A Christian’s worst enemy

  • Sumo

A Christian’s worst enemy is usually another Christian.

By this, I don’t mean sinful gossip or slander. Nor have I in mind deliberate violent action. I have in mind the casual put-down, the conversational mockery, the throw-away snub.

Here’s one that’s typical. It’s modified to highlight the standard pattern, and because the original source is irrelevant.

While most Christians stay silent about [real social problem], [cultural identity] doesn’t.

[Real social problem] might be: poverty, mental health, racism, ecology, trade injustice, etc.
[Cultural identity] can be: an author, an NGO, a different religion, schools, etc.

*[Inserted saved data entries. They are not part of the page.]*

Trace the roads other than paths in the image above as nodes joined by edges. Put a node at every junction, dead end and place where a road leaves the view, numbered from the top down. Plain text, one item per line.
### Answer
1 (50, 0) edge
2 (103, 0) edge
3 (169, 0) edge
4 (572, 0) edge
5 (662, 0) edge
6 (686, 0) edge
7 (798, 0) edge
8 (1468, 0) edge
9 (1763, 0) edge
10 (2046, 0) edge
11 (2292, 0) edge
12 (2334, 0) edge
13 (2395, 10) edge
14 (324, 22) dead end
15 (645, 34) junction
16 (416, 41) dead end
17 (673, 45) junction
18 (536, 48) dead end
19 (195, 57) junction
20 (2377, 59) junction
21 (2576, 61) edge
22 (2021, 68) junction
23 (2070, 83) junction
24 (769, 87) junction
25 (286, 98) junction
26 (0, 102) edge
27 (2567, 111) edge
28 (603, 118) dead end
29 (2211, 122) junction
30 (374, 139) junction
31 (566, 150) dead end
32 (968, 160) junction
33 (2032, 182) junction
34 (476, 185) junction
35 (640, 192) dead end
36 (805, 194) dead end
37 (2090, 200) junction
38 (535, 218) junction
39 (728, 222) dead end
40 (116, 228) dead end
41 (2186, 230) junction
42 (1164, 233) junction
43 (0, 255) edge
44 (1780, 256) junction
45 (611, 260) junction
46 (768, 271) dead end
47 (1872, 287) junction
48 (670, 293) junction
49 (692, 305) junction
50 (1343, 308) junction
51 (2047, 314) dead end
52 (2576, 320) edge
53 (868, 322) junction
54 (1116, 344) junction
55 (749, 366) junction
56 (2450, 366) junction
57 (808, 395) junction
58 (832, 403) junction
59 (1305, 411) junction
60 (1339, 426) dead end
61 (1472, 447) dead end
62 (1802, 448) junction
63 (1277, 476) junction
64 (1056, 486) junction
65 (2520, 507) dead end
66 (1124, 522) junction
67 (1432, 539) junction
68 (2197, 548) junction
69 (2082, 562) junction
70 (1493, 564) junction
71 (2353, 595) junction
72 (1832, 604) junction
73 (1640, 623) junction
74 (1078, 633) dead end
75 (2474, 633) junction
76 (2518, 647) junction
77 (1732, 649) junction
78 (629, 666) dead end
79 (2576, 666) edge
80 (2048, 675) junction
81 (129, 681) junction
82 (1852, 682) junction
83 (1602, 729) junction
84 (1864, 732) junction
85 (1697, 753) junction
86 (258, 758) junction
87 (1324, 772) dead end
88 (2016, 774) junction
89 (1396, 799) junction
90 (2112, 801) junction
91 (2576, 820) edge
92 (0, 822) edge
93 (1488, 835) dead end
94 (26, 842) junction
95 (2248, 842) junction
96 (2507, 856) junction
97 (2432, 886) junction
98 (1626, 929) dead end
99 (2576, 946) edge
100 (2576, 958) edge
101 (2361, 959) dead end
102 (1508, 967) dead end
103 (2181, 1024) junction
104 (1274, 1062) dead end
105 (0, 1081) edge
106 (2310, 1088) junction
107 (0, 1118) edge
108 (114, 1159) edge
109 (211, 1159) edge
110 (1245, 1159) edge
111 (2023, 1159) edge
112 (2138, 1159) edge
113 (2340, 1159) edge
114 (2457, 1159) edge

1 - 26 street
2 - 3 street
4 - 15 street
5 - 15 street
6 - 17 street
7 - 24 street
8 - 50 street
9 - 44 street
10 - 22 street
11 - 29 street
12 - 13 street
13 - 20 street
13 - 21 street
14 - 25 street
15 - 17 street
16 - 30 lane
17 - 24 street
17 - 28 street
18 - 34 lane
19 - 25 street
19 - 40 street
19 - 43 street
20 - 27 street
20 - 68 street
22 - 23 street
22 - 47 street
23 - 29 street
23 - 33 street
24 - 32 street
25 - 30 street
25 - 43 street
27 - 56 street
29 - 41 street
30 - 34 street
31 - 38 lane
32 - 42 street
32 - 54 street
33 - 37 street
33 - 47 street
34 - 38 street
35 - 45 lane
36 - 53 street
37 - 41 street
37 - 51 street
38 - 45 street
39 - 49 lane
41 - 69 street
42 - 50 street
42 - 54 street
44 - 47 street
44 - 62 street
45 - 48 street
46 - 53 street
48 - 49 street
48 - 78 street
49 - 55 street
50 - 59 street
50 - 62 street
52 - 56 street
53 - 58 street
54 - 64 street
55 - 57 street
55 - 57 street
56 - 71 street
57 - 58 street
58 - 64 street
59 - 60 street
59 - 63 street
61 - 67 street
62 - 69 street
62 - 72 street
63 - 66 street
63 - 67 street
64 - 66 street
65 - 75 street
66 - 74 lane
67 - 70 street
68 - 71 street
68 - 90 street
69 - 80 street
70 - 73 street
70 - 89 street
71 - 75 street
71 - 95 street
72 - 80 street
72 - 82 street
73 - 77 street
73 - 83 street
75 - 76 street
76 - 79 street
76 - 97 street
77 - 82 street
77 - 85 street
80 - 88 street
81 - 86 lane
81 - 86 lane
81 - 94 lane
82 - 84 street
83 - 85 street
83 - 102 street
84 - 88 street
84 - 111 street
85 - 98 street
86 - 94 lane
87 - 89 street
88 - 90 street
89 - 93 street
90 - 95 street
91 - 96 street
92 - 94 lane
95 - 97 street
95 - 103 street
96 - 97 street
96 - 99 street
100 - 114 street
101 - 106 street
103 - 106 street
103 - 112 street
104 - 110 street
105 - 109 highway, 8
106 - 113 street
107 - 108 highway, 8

The pattern is all over the place. I’ve seen it in Christian publication, book reviews, blogs, guest speaker introductions, magazines and probably a dozen places I will never remember.

And I hate it.

Why? So many reasons! (Time for that famous blog format – a list.)

  1. It’s smug
    ‘I’m not like all those other Christians – I see the problem.’
  2. It’s slander
    Unless, of course, you have some reason to show that the church was overwhelmingly different from society (different in a bad way). If you are an expert, shoot live rounds. If you really don’t know, then hold fire
  3. It hates what God loves
    If Revelation shows us anything about human organisations, it’s that the church survives while all other forces die. And the church survives with joy and beauty. The wedding supper of the lamb (Revelation 19:6-9) has a guest list to die for – Jesus did and his followers continue to
  4. It lacks faith
    When I search my life – and yours too! – as well as look at churches, I remain unimpressed. Such a mess we make… Yet the bride of Revelation 19 is dressed in white linen for good works. These works are given by and empowered by God. God promises to complete his work of making a holy people. Do we trust our sight or his promise, our own power or his Spirit?
  5. It’s such casual hatred
    If you hate Christians, at least be honest. Rant and rave and express the outrage at whatever sins we’ve committed. Or be fair dinkum like some of the atheist opponents of all things ‘god.’ Please don’t fall for the casual, ‘Yeah, Christians are mostly losers’

Who knows the effect of such regular casual put-downs? This way of speaking of fellow Christians surely cannot spur us to Christ-imitating self-sacrificial love for God’s children. I can’t see it moving us to lay down our lives for the brothers (1 John 3:16).

So, the testing question for author and reader: how do you speak of God’s people?